Please restate every line below exactly, without any pictures.
--- Provided entries ---
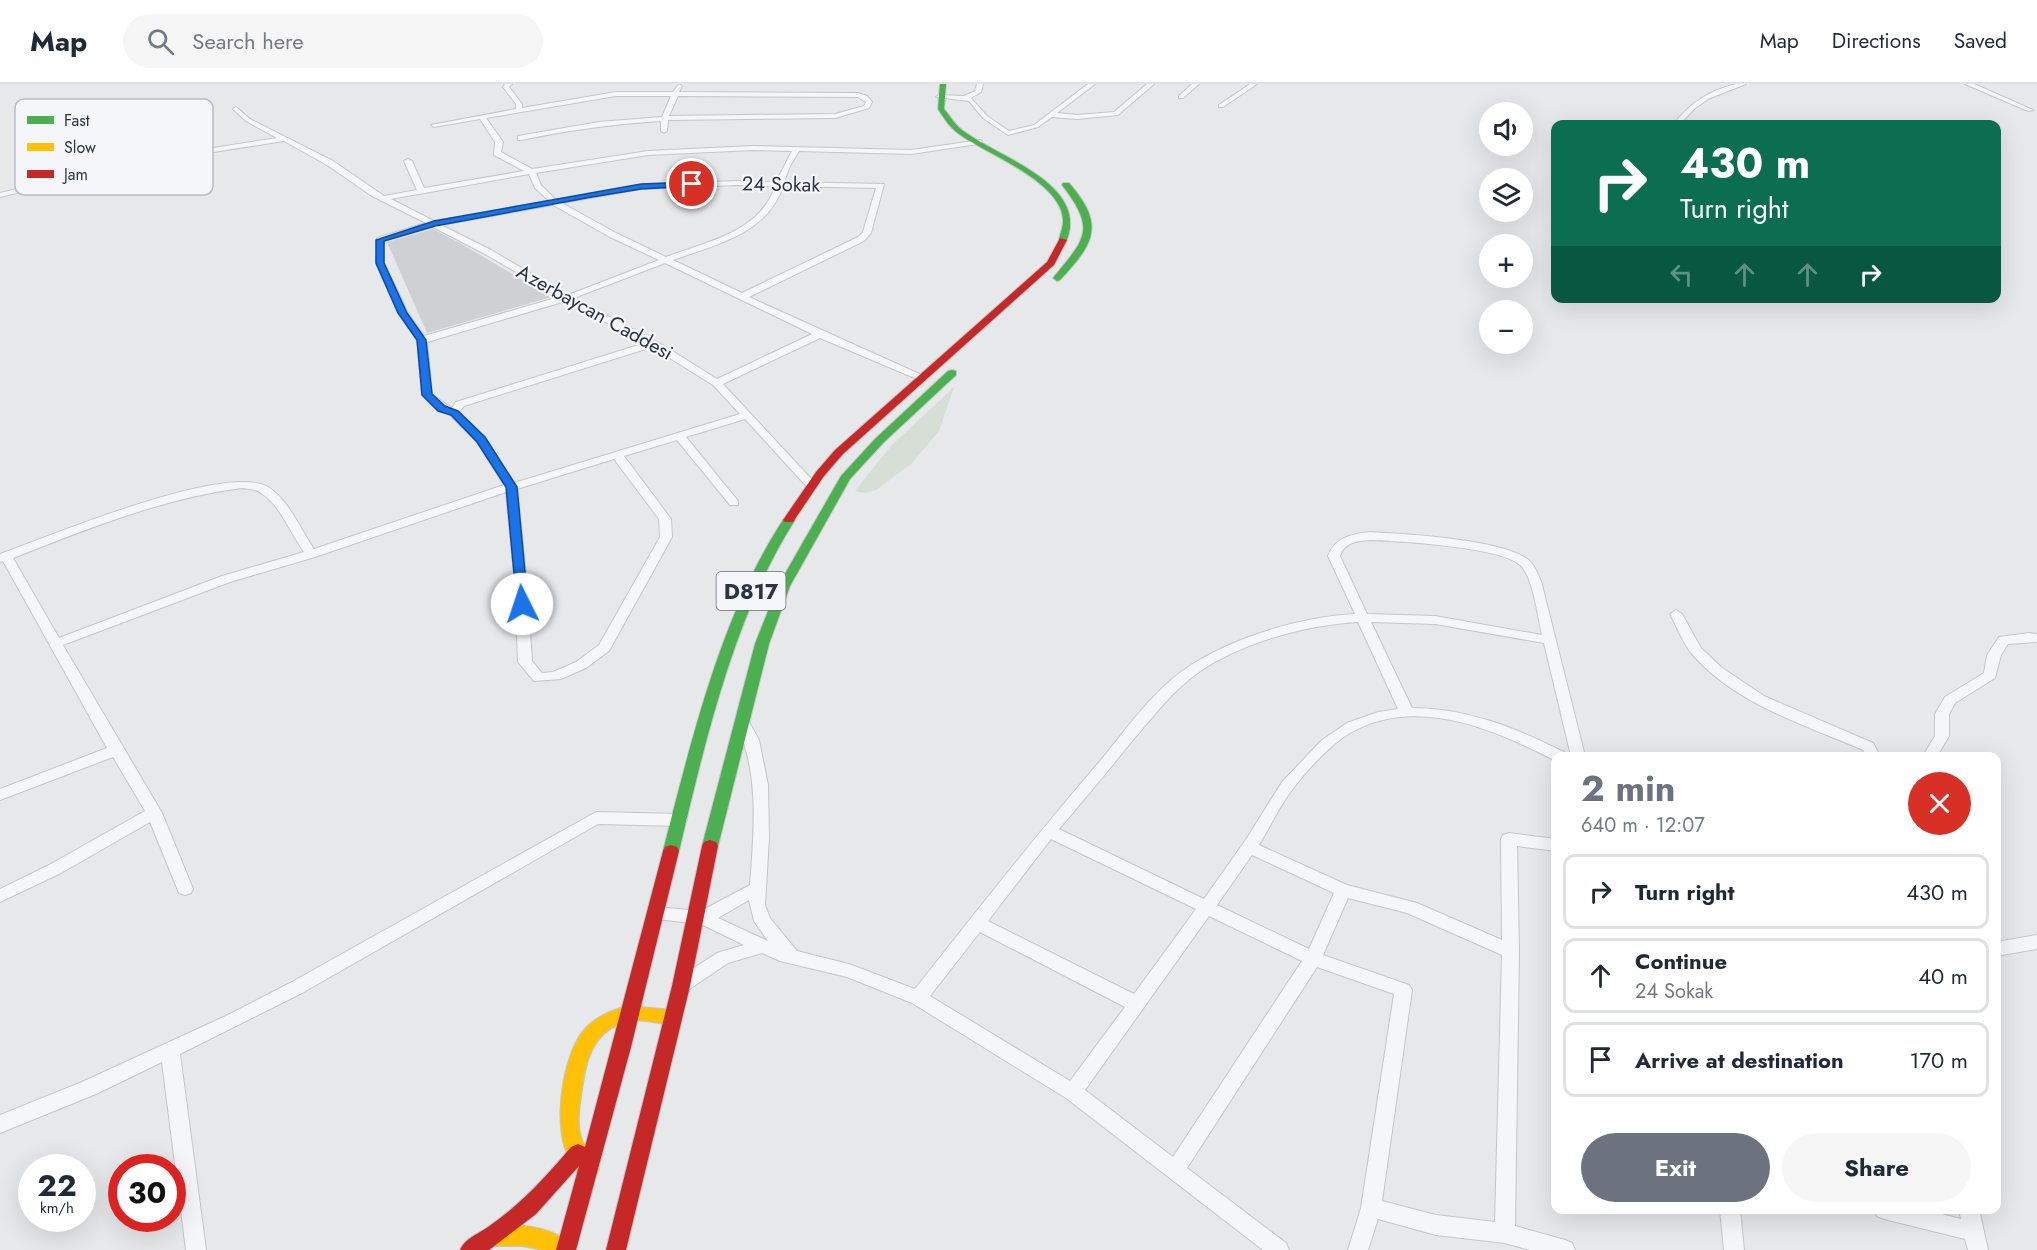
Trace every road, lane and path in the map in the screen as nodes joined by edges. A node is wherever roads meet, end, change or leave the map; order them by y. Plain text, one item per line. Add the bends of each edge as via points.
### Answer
1 (509, 84) edge
2 (680, 84) edge
3 (980, 84) edge
4 (1092, 84) edge
5 (1151, 84) edge
6 (1196, 84) edge
7 (1254, 84) edge
8 (1743, 84) edge
9 (1968, 84) edge
10 (811, 87) dead end
11 (941, 90) edge
12 (675, 93) junction
13 (959, 93) edge
14 (796, 94) junction
15 (1181, 97) dead end
16 (1221, 106) dead end
17 (236, 110) dead end
18 (519, 110) junction
19 (2030, 110) dead end
20 (1052, 115) junction
21 (481, 116) junction
22 (665, 117) junction
23 (1680, 120) edge
24 (434, 124) dead end
25 (664, 131) dead end
26 (521, 138) dead end
27 (286, 139) junction
28 (978, 142) junction
29 (797, 149) junction
30 (213, 150) edge
31 (408, 161) dead end
32 (532, 172) junction
33 (778, 183) junction
34 (15, 191) edge
35 (422, 192) junction
36 (0, 195) edge
37 (384, 198) junction
38 (554, 202) junction
39 (434, 224) junction
40 (670, 260) junction
41 (1048, 288) dead end
42 (743, 296) junction
43 (567, 298) junction
44 (820, 334) junction
45 (422, 340) junction
46 (653, 344) junction
47 (966, 361) dead end
48 (921, 377) junction
49 (717, 383) junction
50 (454, 413) junction
51 (745, 416) junction
52 (679, 436) junction
53 (617, 454) junction
54 (812, 486) junction
55 (512, 487) junction
56 (734, 503) dead end
57 (311, 554) junction
58 (3, 557) edge
59 (1676, 614) dead end
60 (1363, 618) junction
61 (2037, 638) edge
62 (1548, 640) junction
63 (57, 643) junction
64 (1407, 713) junction
65 (743, 723) junction
66 (116, 750) junction
67 (1552, 752) edge
68 (1577, 752) edge
69 (1871, 752) edge
70 (1932, 752) edge
71 (0, 795) edge
72 (154, 813) junction
73 (679, 820) junction
74 (1049, 831) junction
75 (1551, 844) edge
76 (1249, 847) junction
77 (758, 888) junction
78 (185, 890) dead end
79 (1343, 890) junction
80 (0, 896) edge
81 (1206, 906) junction
82 (656, 913) junction
83 (698, 917) junction
84 (975, 922) junction
85 (2037, 942) edge
86 (761, 946) junction
87 (2001, 948) edge
88 (1511, 951) junction
89 (790, 955) junction
90 (1312, 959) junction
91 (681, 986) junction
92 (918, 998) junction
93 (1136, 1004) junction
94 (631, 1013) junction
95 (673, 1017) junction
96 (170, 1050) junction
97 (1073, 1092) junction
98 (0, 1124) edge
99 (578, 1153) junction
100 (589, 1169) junction
101 (1175, 1170) junction
102 (1371, 1208) junction
103 (1730, 1214) edge
104 (1899, 1214) edge
105 (1970, 1214) edge
106 (1505, 1233) junction
107 (496, 1236) junction
108 (1977, 1241) edge
109 (196, 1250) edge
110 (470, 1250) edge
111 (564, 1250) edge
112 (616, 1250) edge
113 (1279, 1250) edge
114 (1358, 1250) edge
115 (1565, 1250) edge
116 (1734, 1250) edge

1 - 18 street via 506,87
2 - 12 street
3 - 13 street via 978,92
4 - 20 street
5 - 20 street via 1116,114
6 - 15 street
7 - 16 street
8 - 23 street via 1709,95
9 - 19 street
10 - 14 street
11 - 13 street
11 - 28 main road, D817 via 940,108 949,121
12 - 14 street
12 - 18 street via 616,94
12 - 22 street
13 - 20 street via 1008,133 1035,126
13 - 41 main road via 956,107 977,130 1060,180 1077,194 1089,213 1084,249
14 - 22 street via 858,95 869,102 860,110 836,116
17 - 27 street, Azerbaycan Caddesi
18 - 21 street
21 - 24 street
21 - 32 street via 499,142 497,153
22 - 25 street
22 - 26 street
27 - 30 street
27 - 37 street, Azerbaycan Caddesi
28 - 29 street via 912,152
28 - 48 main road, D817 via 1044,182 1059,196 1070,214 1070,231 1064,247 1051,263
29 - 32 street via 662,152
29 - 33 street
31 - 35 street
32 - 35 street
32 - 38 street via 538,186
33 - 38 street, 24 Sokak via 641,187
33 - 40 street via 776,196 754,224
33 - 42 street, 24 Sokak via 881,186 867,233 861,239
34 - 36 street
35 - 37 street
37 - 39 street, Azerbaycan Caddesi
38 - 39 street, 24 Sokak
38 - 40 street
39 - 43 street, Azerbaycan Caddesi
39 - 45 street, 24 Sokak via 380,240 380,263 403,313
40 - 42 street
40 - 43 street
42 - 44 street
43 - 45 street
43 - 46 street, Azerbaycan Caddesi
44 - 48 street
44 - 49 street
45 - 50 street via 427,395
46 - 49 street, Azerbaycan Caddesi
46 - 50 street via 460,404
47 - 65 main road, D817 via 845,478 784,586 762,644
48 - 54 main road, D817 via 855,435
49 - 51 street, Azerbaycan Caddesi
50 - 55 street via 481,440
51 - 52 street
51 - 54 street, Azerbaycan Caddesi
52 - 53 street
52 - 56 street
53 - 55 street
53 - 55 street via 665,519 666,537 604,648 581,665 556,676 539,678 525,662
54 - 73 main road, D817 via 754,583 730,642
55 - 57 street
57 - 58 street via 274,499 264,489 243,485 218,487 136,508
57 - 63 street via 226,579
58 - 63 street
59 - 69 street via 1696,650 1716,670 1759,699 1868,747
60 - 62 street via 1436,620
60 - 62 street via 1336,563 1335,549 1363,536 1434,542 1510,555 1523,562 1535,581
60 - 64 street
60 - 74 street via 1327,620 1254,640 1194,669 1166,693
61 - 70 street via 2004,640 1994,655 1990,675 1950,700 1942,714 1942,736
62 - 68 street
63 - 66 street
64 - 67 street via 1440,712 1483,722 1518,734
64 - 76 street via 1358,723 1333,738 1284,789
65 - 77 street via 756,750 762,830
65 - 83 main road, D817 via 724,787
66 - 71 street
66 - 72 street
72 - 78 street
72 - 80 street
73 - 82 main road, D817
73 - 96 street via 596,818 304,984
74 - 81 street
74 - 84 street
75 - 88 street via 1509,839
76 - 79 street
76 - 81 street
77 - 83 street
77 - 89 street via 757,905 764,927
79 - 88 street via 1411,908
79 - 90 street
81 - 90 street
81 - 93 street
82 - 83 street
82 - 94 main road, D817
83 - 86 street
83 - 91 main road, D817
84 - 92 street
84 - 93 street
85 - 87 street
86 - 89 street
86 - 91 street via 723,958
88 - 106 street
89 - 92 street via 849,971
90 - 101 street
90 - 102 street via 1403,990
91 - 95 main road, D817
92 - 97 street
93 - 97 street
94 - 95 main road
94 - 99 main road via 599,1026 581,1047 576,1060 569,1120
94 - 100 main road, D817
95 - 112 main road, D817
96 - 98 street
96 - 109 street
97 - 101 street
99 - 100 main road
99 - 107 main road via 544,1195
100 - 111 main road, D817
101 - 113 street
102 - 106 street via 1436,1225
102 - 114 street
103 - 116 street
104 - 108 street
105 - 108 street
106 - 115 street
107 - 110 main road
107 - 111 main road via 529,1235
---
• _Your solution_
Trace every road, lane and path in the map in the screen as nodes joined by edges. A node is wherever roads meet, end, change or leave the map; order them by y. Plain text, one item per line. Add the bends of each edge as via points.
### Answer
1 (509, 84) edge
2 (680, 84) edge
3 (980, 84) edge
4 (1092, 84) edge
5 (1151, 84) edge
6 (1196, 84) edge
7 (1254, 84) edge
8 (1743, 84) edge
9 (1968, 84) edge
10 (811, 87) dead end
11 (941, 90) edge
12 (675, 93) junction
13 (959, 93) edge
14 (796, 94) junction
15 (1181, 97) dead end
16 (1221, 106) dead end
17 (236, 110) dead end
18 (519, 110) junction
19 (2030, 110) dead end
20 (1052, 115) junction
21 (481, 116) junction
22 (665, 117) junction
23 (1680, 120) edge
24 (434, 124) dead end
25 (664, 131) dead end
26 (521, 138) dead end
27 (286, 139) junction
28 (978, 142) junction
29 (797, 149) junction
30 (213, 150) edge
31 (408, 161) dead end
32 (532, 172) junction
33 (778, 183) junction
34 (15, 191) edge
35 (422, 192) junction
36 (0, 195) edge
37 (384, 198) junction
38 (554, 202) junction
39 (434, 224) junction
40 (670, 260) junction
41 (1048, 288) dead end
42 (743, 296) junction
43 (567, 298) junction
44 (820, 334) junction
45 (422, 340) junction
46 (653, 344) junction
47 (966, 361) dead end
48 (921, 377) junction
49 (717, 383) junction
50 (454, 413) junction
51 (745, 416) junction
52 (679, 436) junction
53 (617, 454) junction
54 (812, 486) junction
55 (512, 487) junction
56 (734, 503) dead end
57 (311, 554) junction
58 (3, 557) edge
59 (1676, 614) dead end
60 (1363, 618) junction
61 (2037, 638) edge
62 (1548, 640) junction
63 (57, 643) junction
64 (1407, 713) junction
65 (743, 723) junction
66 (116, 750) junction
67 (1552, 752) edge
68 (1577, 752) edge
69 (1871, 752) edge
70 (1932, 752) edge
71 (0, 795) edge
72 (154, 813) junction
73 (679, 820) junction
74 (1049, 831) junction
75 (1551, 844) edge
76 (1249, 847) junction
77 (758, 888) junction
78 (185, 890) dead end
79 (1343, 890) junction
80 (0, 896) edge
81 (1206, 906) junction
82 (656, 913) junction
83 (698, 917) junction
84 (975, 922) junction
85 (2037, 942) edge
86 (761, 946) junction
87 (2001, 948) edge
88 (1511, 951) junction
89 (790, 955) junction
90 (1312, 959) junction
91 (681, 986) junction
92 (918, 998) junction
93 (1136, 1004) junction
94 (631, 1013) junction
95 (673, 1017) junction
96 (170, 1050) junction
97 (1073, 1092) junction
98 (0, 1124) edge
99 (578, 1153) junction
100 (589, 1169) junction
101 (1175, 1170) junction
102 (1371, 1208) junction
103 (1730, 1214) edge
104 (1899, 1214) edge
105 (1970, 1214) edge
106 (1505, 1233) junction
107 (496, 1236) junction
108 (1977, 1241) edge
109 (196, 1250) edge
110 (470, 1250) edge
111 (564, 1250) edge
112 (616, 1250) edge
113 (1279, 1250) edge
114 (1358, 1250) edge
115 (1565, 1250) edge
116 (1734, 1250) edge

1 - 18 street via 506,87
2 - 12 street
3 - 13 street via 978,92
4 - 20 street
5 - 20 street via 1116,114
6 - 15 street
7 - 16 street
8 - 23 street via 1709,95
9 - 19 street
10 - 14 street
11 - 13 street
11 - 28 main road, D817 via 940,108 949,121
12 - 14 street
12 - 18 street via 616,94
12 - 22 street
13 - 20 street via 1008,133 1035,126
13 - 41 main road via 956,107 977,130 1060,180 1077,194 1089,213 1084,249
14 - 22 street via 858,95 869,102 860,110 836,116
17 - 27 street, Azerbaycan Caddesi
18 - 21 street
21 - 24 street
21 - 32 street via 499,142 497,153
22 - 25 street
22 - 26 street
27 - 30 street
27 - 37 street, Azerbaycan Caddesi
28 - 29 street via 912,152
28 - 48 main road, D817 via 1044,182 1059,196 1070,214 1070,231 1064,247 1051,263
29 - 32 street via 662,152
29 - 33 street
31 - 35 street
32 - 35 street
32 - 38 street via 538,186
33 - 38 street, 24 Sokak via 641,187
33 - 40 street via 776,196 754,224
33 - 42 street, 24 Sokak via 881,186 867,233 861,239
34 - 36 street
35 - 37 street
37 - 39 street, Azerbaycan Caddesi
38 - 39 street, 24 Sokak
38 - 40 street
39 - 43 street, Azerbaycan Caddesi
39 - 45 street, 24 Sokak via 380,240 380,263 403,313
40 - 42 street
40 - 43 street
42 - 44 street
43 - 45 street
43 - 46 street, Azerbaycan Caddesi
44 - 48 street
44 - 49 street
45 - 50 street via 427,395
46 - 49 street, Azerbaycan Caddesi
46 - 50 street via 460,404
47 - 65 main road, D817 via 845,478 784,586 762,644
48 - 54 main road, D817 via 855,435
49 - 51 street, Azerbaycan Caddesi
50 - 55 street via 481,440
51 - 52 street
51 - 54 street, Azerbaycan Caddesi
52 - 53 street
52 - 56 street
53 - 55 street
53 - 55 street via 665,519 666,537 604,648 581,665 556,676 539,678 525,662
54 - 73 main road, D817 via 754,583 730,642
55 - 57 street
57 - 58 street via 274,499 264,489 243,485 218,487 136,508
57 - 63 street via 226,579
58 - 63 street
59 - 69 street via 1696,650 1716,670 1759,699 1868,747
60 - 62 street via 1436,620
60 - 62 street via 1336,563 1335,549 1363,536 1434,542 1510,555 1523,562 1535,581
60 - 64 street
60 - 74 street via 1327,620 1254,640 1194,669 1166,693
61 - 70 street via 2004,640 1994,655 1990,675 1950,700 1942,714 1942,736
62 - 68 street
63 - 66 street
64 - 67 street via 1440,712 1483,722 1518,734
64 - 76 street via 1358,723 1333,738 1284,789
65 - 77 street via 756,750 762,830
65 - 83 main road, D817 via 724,787
66 - 71 street
66 - 72 street
72 - 78 street
72 - 80 street
73 - 82 main road, D817
73 - 96 street via 596,818 304,984
74 - 81 street
74 - 84 street
75 - 88 street via 1509,839
76 - 79 street
76 - 81 street
77 - 83 street
77 - 89 street via 757,905 764,927
79 - 88 street via 1411,908
79 - 90 street
81 - 90 street
81 - 93 street
82 - 83 street
82 - 94 main road, D817
83 - 86 street
83 - 91 main road, D817
84 - 92 street
84 - 93 street
85 - 87 street
86 - 89 street
86 - 91 street via 723,958
88 - 106 street
89 - 92 street via 849,971
90 - 101 street
90 - 102 street via 1403,990
91 - 95 main road, D817
92 - 97 street
93 - 97 street
94 - 95 main road
94 - 99 main road via 599,1026 581,1047 576,1060 569,1120
94 - 100 main road, D817
95 - 112 main road, D817
96 - 98 street
96 - 109 street
97 - 101 street
99 - 100 main road
99 - 107 main road via 544,1195
100 - 111 main road, D817
101 - 113 street
102 - 106 street via 1436,1225
102 - 114 street
103 - 116 street
104 - 108 street
105 - 108 street
106 - 115 street
107 - 110 main road
107 - 111 main road via 529,1235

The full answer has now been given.